[Start of section]

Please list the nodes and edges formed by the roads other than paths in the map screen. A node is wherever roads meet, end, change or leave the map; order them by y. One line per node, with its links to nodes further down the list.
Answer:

[End of section]
[Start of section]

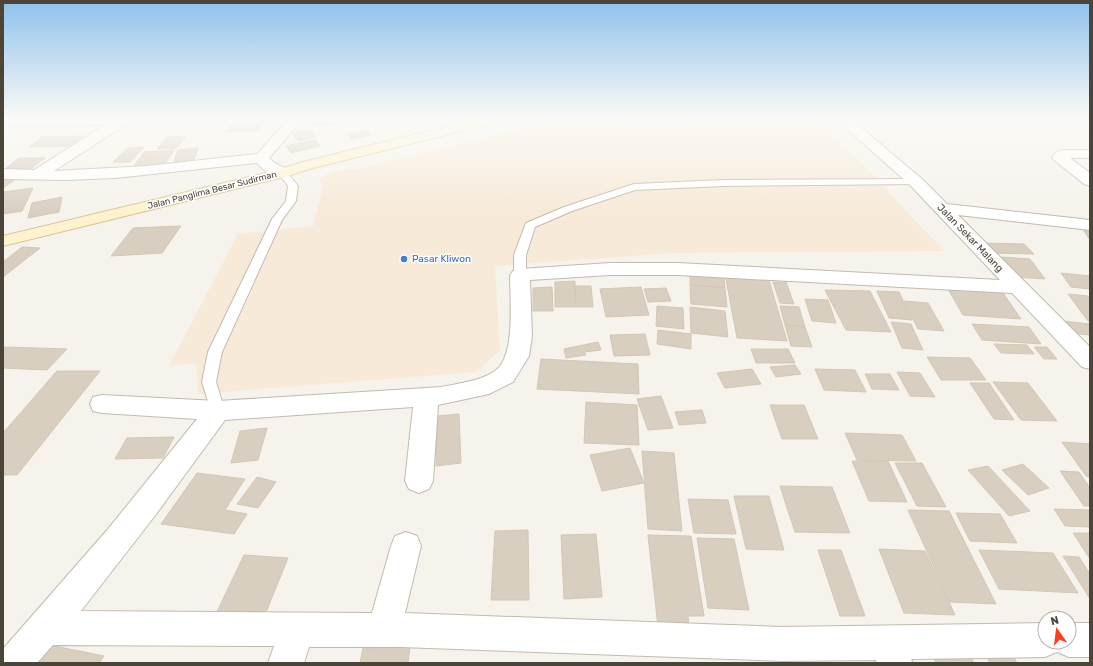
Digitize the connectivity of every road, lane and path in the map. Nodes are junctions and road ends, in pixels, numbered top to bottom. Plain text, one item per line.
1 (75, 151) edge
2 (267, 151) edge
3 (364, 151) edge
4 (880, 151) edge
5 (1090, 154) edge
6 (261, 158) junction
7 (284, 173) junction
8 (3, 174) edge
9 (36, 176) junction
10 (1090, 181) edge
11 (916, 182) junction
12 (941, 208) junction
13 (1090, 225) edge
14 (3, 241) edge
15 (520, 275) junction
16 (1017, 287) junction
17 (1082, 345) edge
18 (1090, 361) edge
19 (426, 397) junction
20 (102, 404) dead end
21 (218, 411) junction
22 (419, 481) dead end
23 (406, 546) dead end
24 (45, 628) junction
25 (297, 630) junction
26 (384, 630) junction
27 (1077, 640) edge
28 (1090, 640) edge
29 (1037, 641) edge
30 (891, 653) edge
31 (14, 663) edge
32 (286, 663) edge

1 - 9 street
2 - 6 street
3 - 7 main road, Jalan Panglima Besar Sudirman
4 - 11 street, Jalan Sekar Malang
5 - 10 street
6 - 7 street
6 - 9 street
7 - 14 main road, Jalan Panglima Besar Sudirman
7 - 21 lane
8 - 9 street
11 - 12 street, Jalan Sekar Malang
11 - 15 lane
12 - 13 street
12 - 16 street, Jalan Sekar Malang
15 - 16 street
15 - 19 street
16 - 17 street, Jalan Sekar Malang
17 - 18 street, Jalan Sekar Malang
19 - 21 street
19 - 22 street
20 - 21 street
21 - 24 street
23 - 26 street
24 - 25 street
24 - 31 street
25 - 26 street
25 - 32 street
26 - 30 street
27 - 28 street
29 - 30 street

[End of section]
[Start of section]

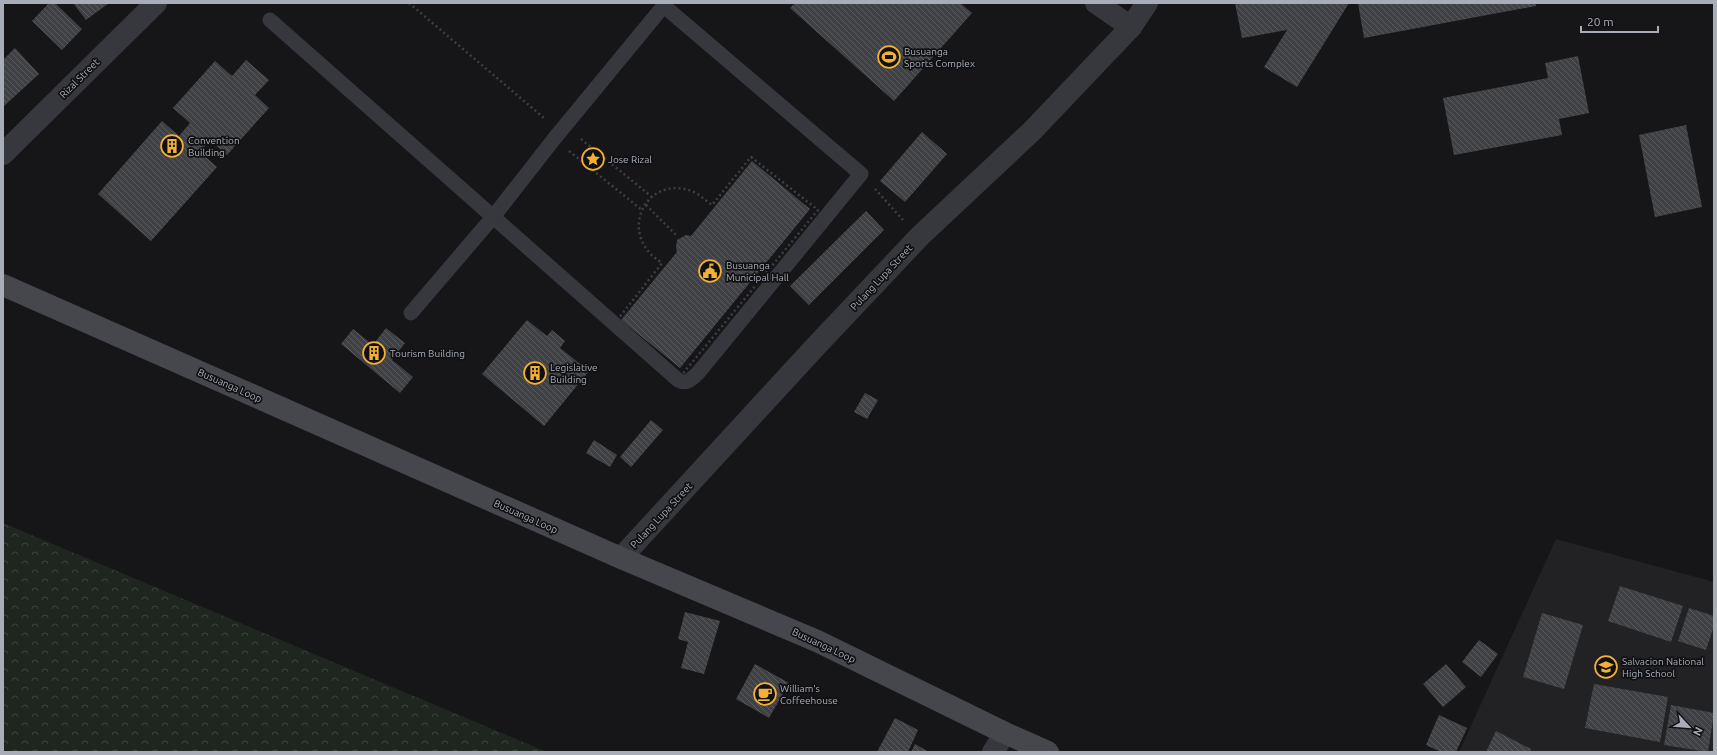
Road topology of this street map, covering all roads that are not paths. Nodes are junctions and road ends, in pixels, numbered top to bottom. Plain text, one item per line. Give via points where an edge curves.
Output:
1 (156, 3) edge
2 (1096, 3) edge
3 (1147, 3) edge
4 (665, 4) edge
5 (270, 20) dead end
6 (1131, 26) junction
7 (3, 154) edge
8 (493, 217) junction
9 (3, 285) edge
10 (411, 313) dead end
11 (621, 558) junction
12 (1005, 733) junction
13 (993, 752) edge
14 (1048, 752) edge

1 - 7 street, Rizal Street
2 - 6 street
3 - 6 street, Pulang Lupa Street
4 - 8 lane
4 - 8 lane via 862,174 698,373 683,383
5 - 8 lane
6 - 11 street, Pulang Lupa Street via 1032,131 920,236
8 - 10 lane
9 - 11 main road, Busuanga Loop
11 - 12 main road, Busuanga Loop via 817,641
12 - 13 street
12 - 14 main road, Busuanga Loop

[End of section]

Extract every line containing the string "roads" from the material.

> **Response to the exercise**:
Please list the nodes and edges formed by the roads other than paths in the map screen. A node is wherever roads meet, end, change or leave the map; order them by y. One line per node, with its links to nodes further down the list.
Road topology of this street map, covering all roads that are not paths. Nodes are junctions and road ends, in pixels, numbered top to bottom. Plain text, one item per line. Give via points where an edge curves.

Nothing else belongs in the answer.